Having left human settlers and the indigenous mole-like Mogera in peaceful accord, as well as finding then an apparently limitless and adaptable source of energy, the Doctor is shocked to find the planet at war; humans pitted against hideously mutated Mogera and surviving in the remnants of their ships with low resources and seemingly little hope.
Splitting the TARDIS team promptly, the story sees Ace captured by one of the Mogera, while Mel and the Doctor become the guests of the Minister of Fate on the remains of his ship, the Duke of Milan.
Having fashioned the humans into an Elizabethan-style civilisation, Matthew J Elliott’s tale is suffused with references to Shakespeare’s The Tempest, from the setting to the character names. Of course, this is nothing new for Doctor Who and the script nods its head to Anthony Read’s mythical re-workings from the Tom Baker era.

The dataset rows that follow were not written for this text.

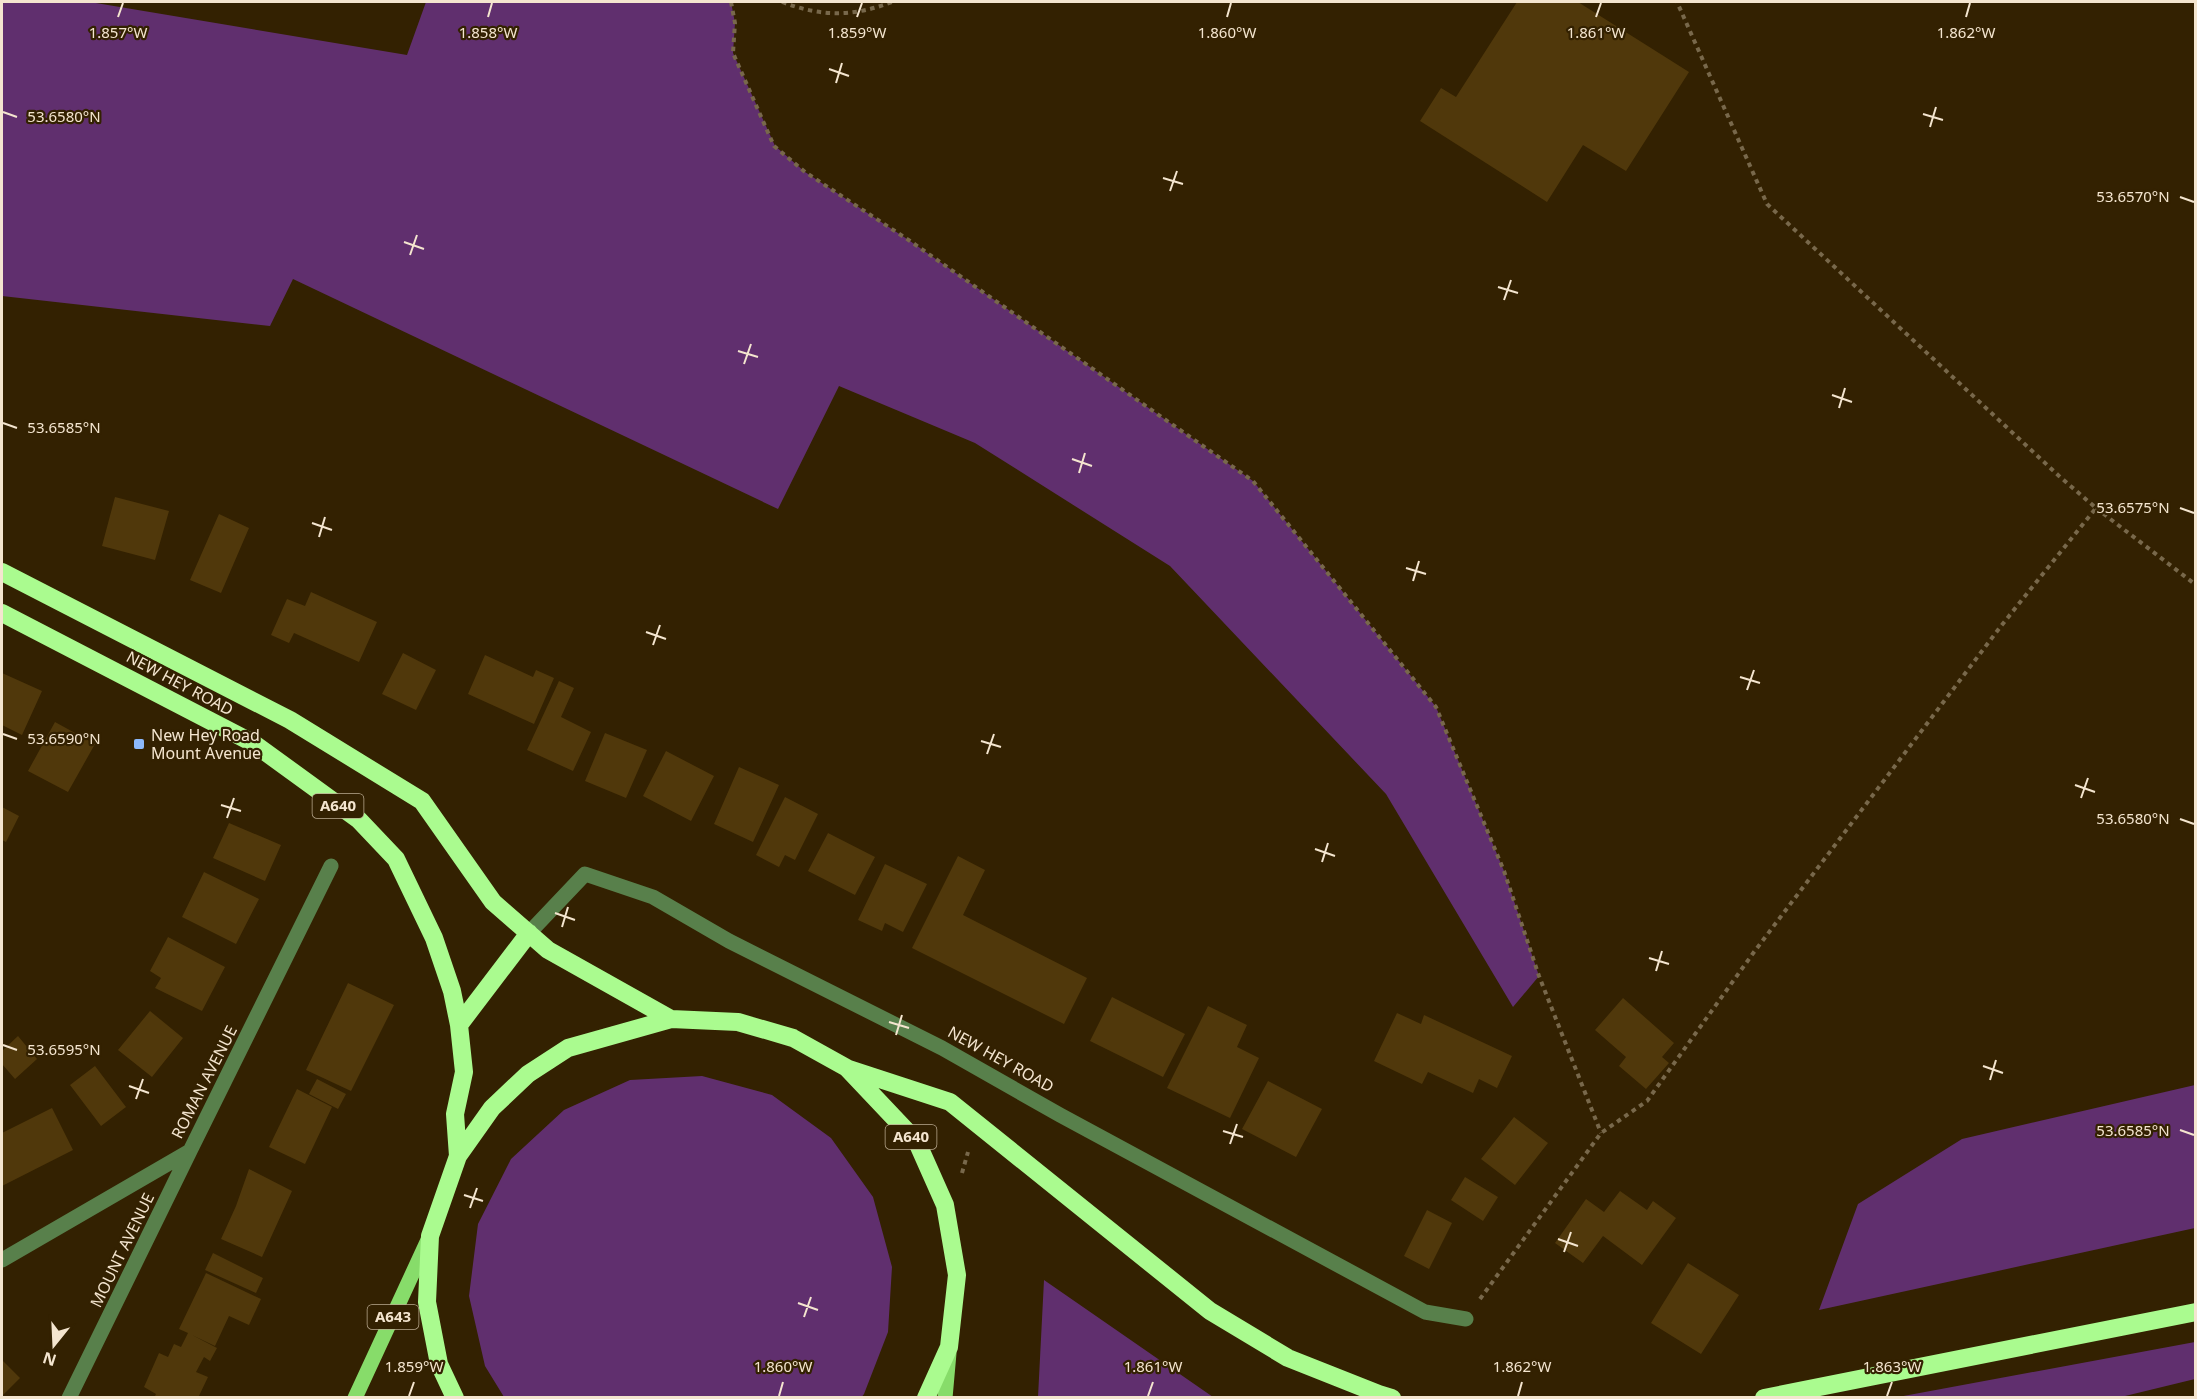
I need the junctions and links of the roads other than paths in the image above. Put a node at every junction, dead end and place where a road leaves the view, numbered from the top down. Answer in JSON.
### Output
{"nodes":[{"id":1,"x":2,"y":572,"type":"edge"},
{"id":2,"x":2,"y":613,"type":"edge"},
{"id":3,"x":331,"y":866,"type":"dead end"},
{"id":4,"x":529,"y":933,"type":"junction"},
{"id":5,"x":671,"y":1019,"type":"junction"},
{"id":6,"x":459,"y":1025,"type":"junction"},
{"id":7,"x":847,"y":1068,"type":"junction"},
{"id":8,"x":190,"y":1151,"type":"junction"},
{"id":9,"x":458,"y":1156,"type":"junction"},
{"id":10,"x":430,"y":1236,"type":"junction"},
{"id":11,"x":2,"y":1260,"type":"edge"},
{"id":12,"x":2196,"y":1312,"type":"edge"},
{"id":13,"x":1466,"y":1319,"type":"road end"},
{"id":14,"x":949,"y":1347,"type":"junction"},
{"id":15,"x":69,"y":1398,"type":"edge"},
{"id":16,"x":355,"y":1398,"type":"edge"},
{"id":17,"x":455,"y":1398,"type":"edge"},
{"id":18,"x":926,"y":1398,"type":"edge"},
{"id":19,"x":945,"y":1398,"type":"edge"},
{"id":20,"x":1392,"y":1398,"type":"edge"},
{"id":21,"x":1764,"y":1398,"type":"edge"}],
"edges":[{"from":1,"to":4,"type":"highway","name":"NEW HEY ROAD","number":"A640"},
{"from":2,"to":6,"type":"highway","name":"NEW HEY ROAD","number":"A640"},
{"from":3,"to":8,"type":"street","name":"ROMAN AVENUE"},
{"from":4,"to":5,"type":"highway","name":"NEW HEY ROAD","number":"A640"},
{"from":4,"to":6,"type":"highway"},
{"from":4,"to":13,"type":"street","name":"NEW HEY ROAD"},
{"from":5,"to":7,"type":"highway","number":"A640"},
{"from":5,"to":9,"type":"highway","number":"A640"},
{"from":6,"to":9,"type":"highway","name":"NEW HEY ROAD","number":"A640"},
{"from":7,"to":14,"type":"highway","number":"A640"},
{"from":7,"to":20,"type":"highway"},
{"from":8,"to":11,"type":"street","name":"ROMAN AVENUE"},
{"from":8,"to":15,"type":"street","name":"MOUNT AVENUE"},
{"from":9,"to":10,"type":"highway","number":"A640"},
{"from":10,"to":16,"type":"main road","number":"A643"},
{"from":10,"to":17,"type":"highway","number":"A640"},
{"from":12,"to":21,"type":"highway"},
{"from":14,"to":18,"type":"highway","number":"A640"},
{"from":14,"to":19,"type":"main road","number":"A640"}]}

Elliot manages to give the TARDIS team plenty to do, with the Doctor facing up to us responsibilities, while Mel is contacted by the resistance movement. Ace’s journey, while mostly peripheral to the main plot, reminded us of Martha’s doomed trek with that lone Hath in ‘The Doctor’s Daughter’, albeit far more informative and enjoyable.
It was interesting to see a tale where the Doctor taken to task for his habit of disappearing, and for the apparent consequences of his actions, while wrapped up in the hidden agendas of others.
Subscriber Bonus Short Trip: ‘The Shrine of Sorrows’
This month also provides a bonus short trip for subscribers; an adventure for the Seventh Doctor and Ace, penned by Julian Richards.
Feeling very much in the vein of his ‘Time Lord Fairy Tales’, the story follows a girl called Nut – one of three villagers on the cusp on adulthood who enter a forest on a “pilgrimage” knowing that one of them will be sacrificed.
Unlike the fate of many before her, including her sister, Nut’s pilgrimage is aided by the arrival of the Seventh Doctor who promptly demystifies the Godly powers of the shrine.
Told from the point of view of the villagers, this is a pleasantly creepy little tale with some good imagery.
Early Adventures 3.01: ‘Age of Endurance’
A four month run of Early Adventures stories starts with Nick Wallace’s ‘Age of Endurance’. A mix of narration and action, this series is all about the first Doctor, and in this story we go right back to the original TARDIS team of Susan, Ian and Barbara.
In this case Barbara is very much present and played by Jemma Powell (who played the deceased Jacqueline Hill in Mark Gatiss’s ‘An Adventure in Time and Space’).
This two-disc adventure is very much a classic war time submarine story shifted to space; think Das Boot with aliens and spacesuits. There are massive spaceships still curiously powered by piston engines and other nods to dated technology. While curious (perhaps) this is very much in the style of how the story would have been made back in the early 1960s. And that’s the point; these stories celebrate and recreate the era, they don’t retcon it to look more like contemporary Doctor Who.
As ever William Russell does a sterling job of recreating the Doctor and reliving the role of Ian Chesterton. The story has two antagonist races, and Nick Wallace does a good job of cutting them both from a grey cloth. While the Doctor and his friends do take sides, neither party is whiter than white by any means. Under the drama and claustrophobia of a well-written and performed story is the lesson that neither side in war is without blame, nor is war itself the best long-term solution to society’s problems. All very sobering.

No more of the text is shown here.